Aim of the task> Go through the entries and transcribe each one exactly, dropping the pictures.

Entries shown>

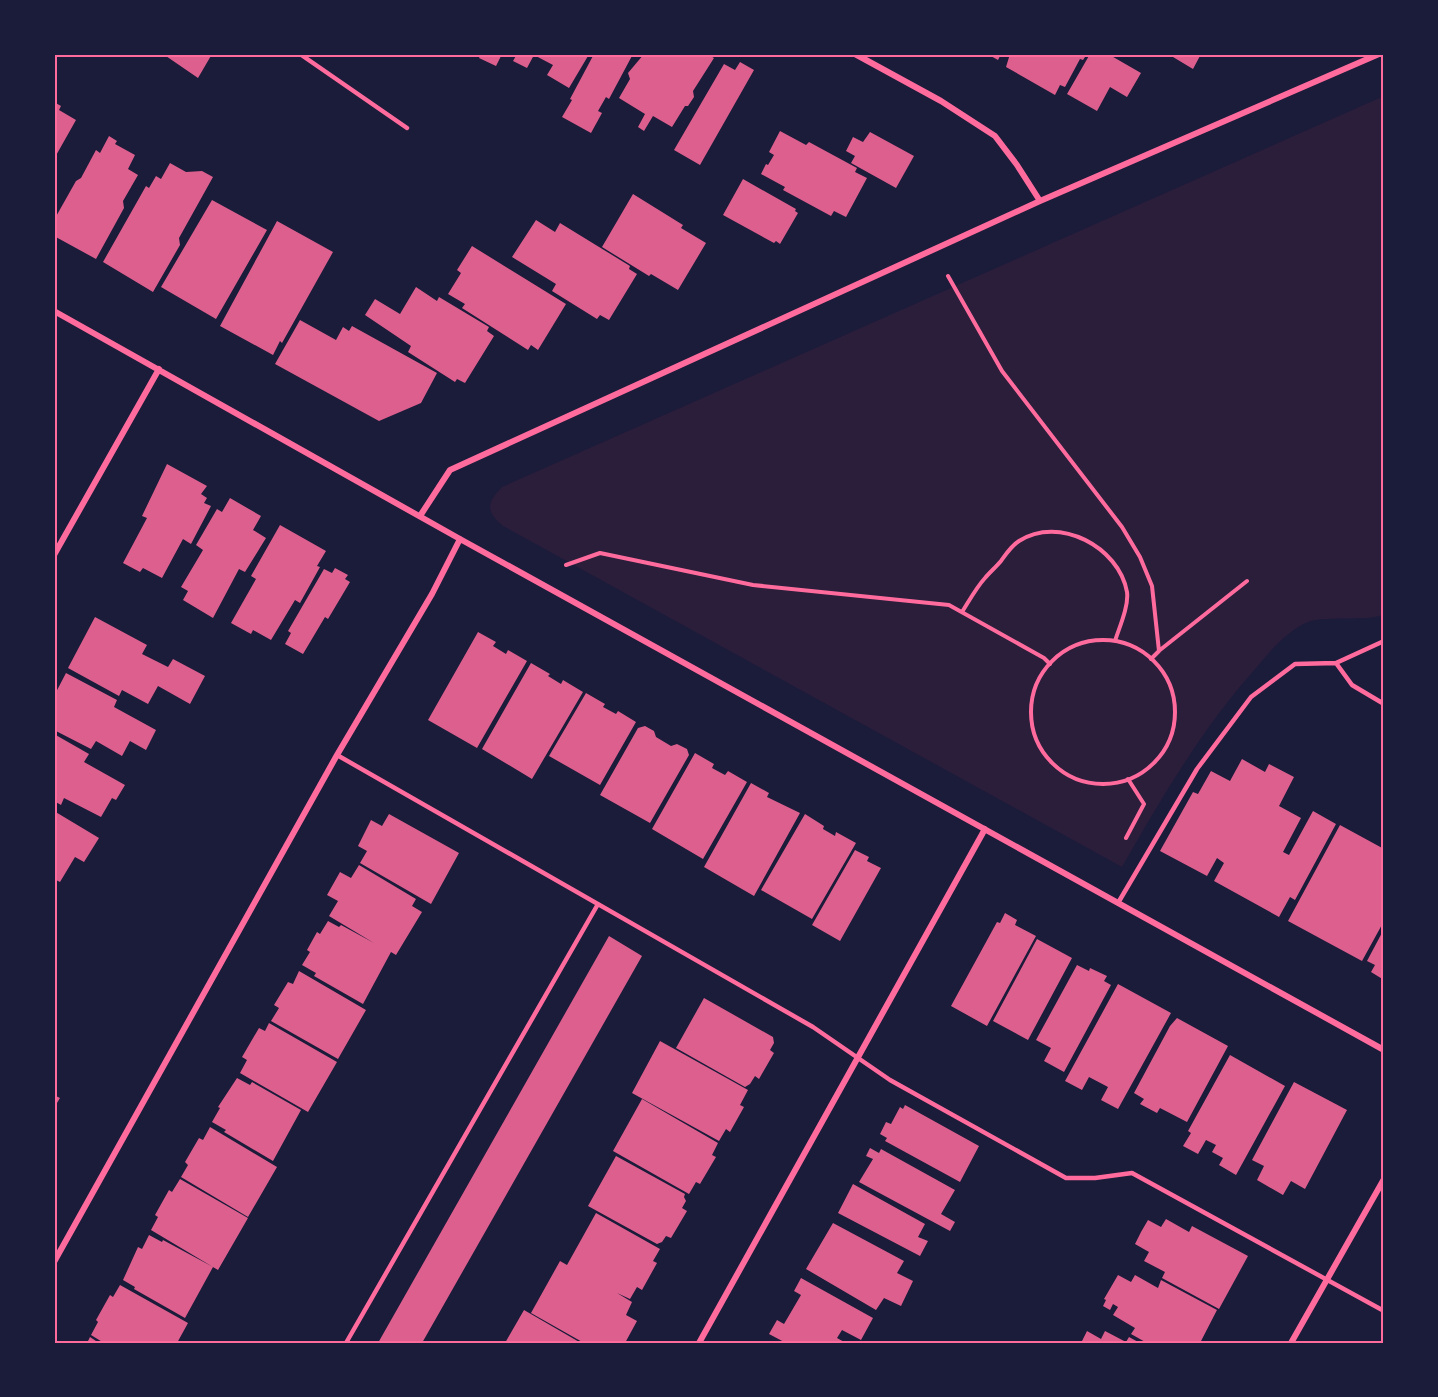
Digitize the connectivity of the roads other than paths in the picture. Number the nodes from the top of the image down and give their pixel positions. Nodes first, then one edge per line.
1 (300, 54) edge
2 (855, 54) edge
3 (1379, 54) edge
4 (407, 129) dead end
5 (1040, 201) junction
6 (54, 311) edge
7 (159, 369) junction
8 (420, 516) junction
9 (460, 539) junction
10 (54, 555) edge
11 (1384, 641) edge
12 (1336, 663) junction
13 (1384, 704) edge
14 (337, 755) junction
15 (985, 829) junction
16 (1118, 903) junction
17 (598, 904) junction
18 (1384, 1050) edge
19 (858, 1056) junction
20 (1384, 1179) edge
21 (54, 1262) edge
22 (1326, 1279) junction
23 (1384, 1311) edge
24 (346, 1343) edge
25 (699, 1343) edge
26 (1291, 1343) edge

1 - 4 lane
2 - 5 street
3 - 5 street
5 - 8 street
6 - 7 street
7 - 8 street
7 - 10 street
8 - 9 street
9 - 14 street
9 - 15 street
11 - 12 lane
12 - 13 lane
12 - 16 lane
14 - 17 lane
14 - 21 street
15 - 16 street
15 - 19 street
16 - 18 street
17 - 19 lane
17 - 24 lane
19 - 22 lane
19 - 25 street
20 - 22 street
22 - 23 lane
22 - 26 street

Answer for the task>
Digitize the connectivity of the roads other than paths in the picture. Number the nodes from the top of the image down and give their pixel positions. Nodes first, then one edge per line.
1 (300, 54) edge
2 (855, 54) edge
3 (1379, 54) edge
4 (407, 129) dead end
5 (1040, 201) junction
6 (54, 311) edge
7 (159, 369) junction
8 (420, 516) junction
9 (460, 539) junction
10 (54, 555) edge
11 (1384, 641) edge
12 (1336, 663) junction
13 (1384, 704) edge
14 (337, 755) junction
15 (985, 829) junction
16 (1118, 903) junction
17 (598, 904) junction
18 (1384, 1050) edge
19 (858, 1056) junction
20 (1384, 1179) edge
21 (54, 1262) edge
22 (1326, 1279) junction
23 (1384, 1311) edge
24 (346, 1343) edge
25 (699, 1343) edge
26 (1291, 1343) edge

1 - 4 lane
2 - 5 street
3 - 5 street
5 - 8 street
6 - 7 street
7 - 8 street
7 - 10 street
8 - 9 street
9 - 14 street
9 - 15 street
11 - 12 lane
12 - 13 lane
12 - 16 lane
14 - 17 lane
14 - 21 street
15 - 16 street
15 - 19 street
16 - 18 street
17 - 19 lane
17 - 24 lane
19 - 22 lane
19 - 25 street
20 - 22 street
22 - 23 lane
22 - 26 street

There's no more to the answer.